Chapter 8: Conservation of Energy

These flashcards cover key concepts and definitions from Chapter 8 on the Conservation of Energy, focusing on both conservative and nonconservative forces, potential and mechanical energy, and related problem-solving techniques.

conservative force

The work done by the force on an object depends only on the initial and final positions, not on the path taken.

equation for gravitational potential energy

U = mgy where m = mass, g = acceleration due to gravity on earth and y = height above the reference point.

Potential energy as an object falls

Potential energy is converted into kinetic energy as the object drops.

The principle of conservation of mechanical energy

If only conservative forces do work, the total mechanical energy of a system remains constant.

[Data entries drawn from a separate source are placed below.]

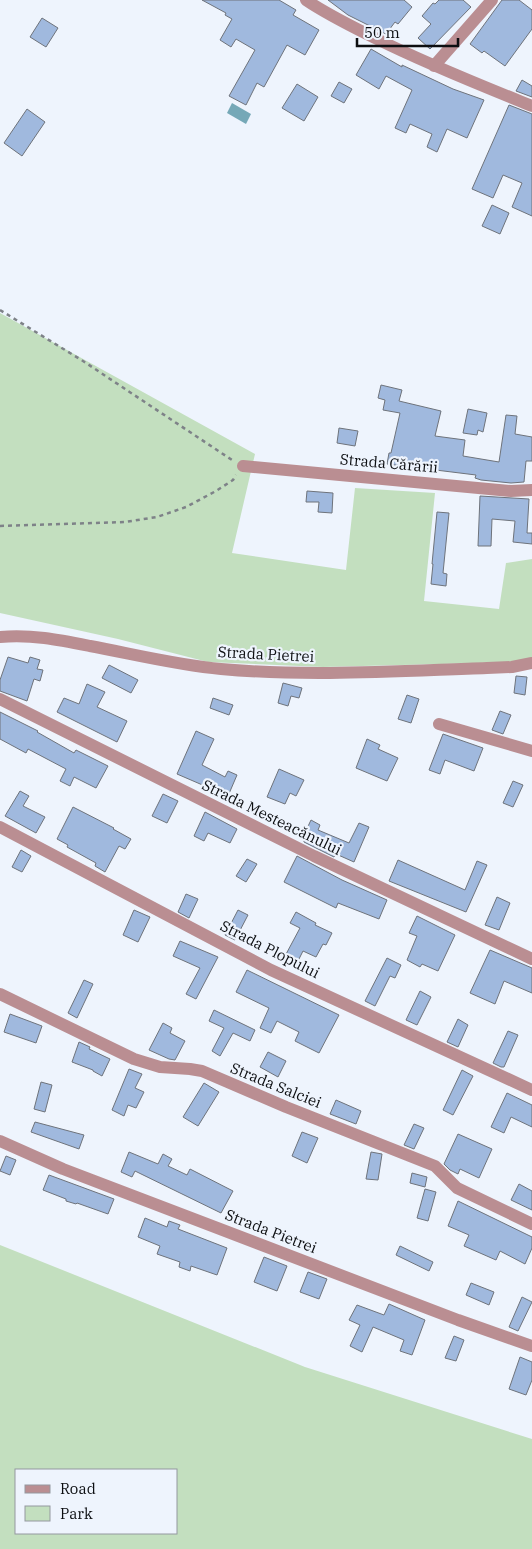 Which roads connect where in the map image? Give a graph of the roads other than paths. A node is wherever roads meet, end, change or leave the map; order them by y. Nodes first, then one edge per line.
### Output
1 (306, 0) edge
2 (492, 0) edge
3 (434, 66) junction
4 (532, 106) edge
5 (243, 466) road end
6 (532, 490) edge
7 (0, 637) edge
8 (532, 663) edge
9 (0, 699) edge
10 (438, 724) dead end
11 (532, 751) edge
12 (0, 827) edge
13 (532, 958) edge
14 (0, 994) edge
15 (532, 1090) edge
16 (0, 1141) edge
17 (532, 1224) edge
18 (532, 1346) edge

1 - 3 street
2 - 3 street
3 - 4 street
5 - 6 street, Strada Cărării
7 - 8 street, Strada Pietrei
9 - 13 street, Strada Mesteacănului
10 - 11 street
12 - 15 street, Strada Plopului
14 - 17 street, Strada Salciei
16 - 18 street, Strada Pietrei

Energy be conserved when nonconservative forces are present

The work done by nonconservative forces must be accounted for in the energy conservation equation: ΔK + ΔU + W_NC = 0.

Escape velocity

is the speed needed for an object to break free from the gravitational attraction of a celestial body, without further propulsion.

Power in the context of work

is the rate at which work is done or the rate at which energy is transformed.

potential energy diagram indicate stability

Stable equilibrium occurs at points where potential energy is minimized, while unstable equilibrium occurs at points where potential energy is maximized.

gravitational assist

is when a spacecraft's speed is increasing by passing near a planet or moon, reducing the energy required for the journey.

equation for elastic potential energy of a spring

is given by U = (1/2)kx², where k is the spring constant and x is the displacement from its equilibrium position.